So then we "pair" each square up with one another in order to minimize the amount of area being colored black. In this case we have 2015 squares, forming 1007 pairs with one square left over. The 1007 pairs, no matter how they are distributed, will add 0 black area to the total. So then we are left with the problem of where to place the remaining square in order to minimize the area colored black. Notice that since we formed pairs, our remaining square will be placed in an area that is shared by 0, 2, 4, etc, squares already. Thus no matter where we place our last square, all of its area will be shared by an odd number of squares. So our minimal area being colored black is the area of our one square: $1$ $unit^2$.

Alternative proof:

For $N$ squares, we can clearly see that if there is no overlap, then we will need to fill in a maximal area of $N$ units. So in this setup, we pick one square to "slide" around. If while sliding it around we encounter another square(s), then two things can happen: the total black area remains the same, the total black area decreases. In order for it to remain the same, the square would need to enter a region that is already shared by an even number of squares. If an odd number of squares share the region, then it's like the situation in the solution above where $A$ (the shared area) is now increasing from 0. As $A$ increases, the amount being colored black will decrease.

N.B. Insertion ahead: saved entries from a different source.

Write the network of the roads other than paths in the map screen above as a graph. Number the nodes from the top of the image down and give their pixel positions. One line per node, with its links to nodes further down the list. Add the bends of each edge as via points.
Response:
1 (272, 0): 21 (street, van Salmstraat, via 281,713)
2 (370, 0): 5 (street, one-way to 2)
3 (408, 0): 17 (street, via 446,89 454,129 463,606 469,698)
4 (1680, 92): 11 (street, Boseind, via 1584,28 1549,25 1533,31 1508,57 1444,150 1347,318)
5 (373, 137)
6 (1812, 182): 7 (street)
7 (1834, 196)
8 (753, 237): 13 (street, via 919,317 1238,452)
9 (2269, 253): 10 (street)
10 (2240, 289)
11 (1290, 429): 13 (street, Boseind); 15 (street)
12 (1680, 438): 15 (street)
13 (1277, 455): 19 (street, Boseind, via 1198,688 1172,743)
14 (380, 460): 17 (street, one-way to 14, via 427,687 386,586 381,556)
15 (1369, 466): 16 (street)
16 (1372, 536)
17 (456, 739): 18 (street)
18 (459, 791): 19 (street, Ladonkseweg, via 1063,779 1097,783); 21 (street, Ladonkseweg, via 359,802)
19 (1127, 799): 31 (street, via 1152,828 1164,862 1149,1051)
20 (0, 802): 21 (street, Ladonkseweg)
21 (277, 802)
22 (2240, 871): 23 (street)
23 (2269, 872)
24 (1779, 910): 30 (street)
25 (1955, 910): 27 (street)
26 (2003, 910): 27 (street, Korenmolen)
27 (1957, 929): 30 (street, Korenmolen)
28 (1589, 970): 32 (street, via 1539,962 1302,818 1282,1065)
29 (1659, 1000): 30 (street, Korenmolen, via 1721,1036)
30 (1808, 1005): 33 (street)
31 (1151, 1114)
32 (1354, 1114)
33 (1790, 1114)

Thus we can continuously pick and slide squares around on the sheet. If we place the square into a region already shared by other squares, then we know that the total black area is either the same or less. Notice that by sliding squares, we can achieve any possible configuration of $N$ squares on the sheet of paper. Now notice the case where we slide all the squares perfectly onto each other. As $N$ is odd in this case, we know that the area of this configuration is $1$. More importantly, we know from our previous observations, that if we were to alter this configuration by sliding a square away from other squares then the black area will either stay the same, or increase. Thus any configuration of squares will have a minimal area of $1$.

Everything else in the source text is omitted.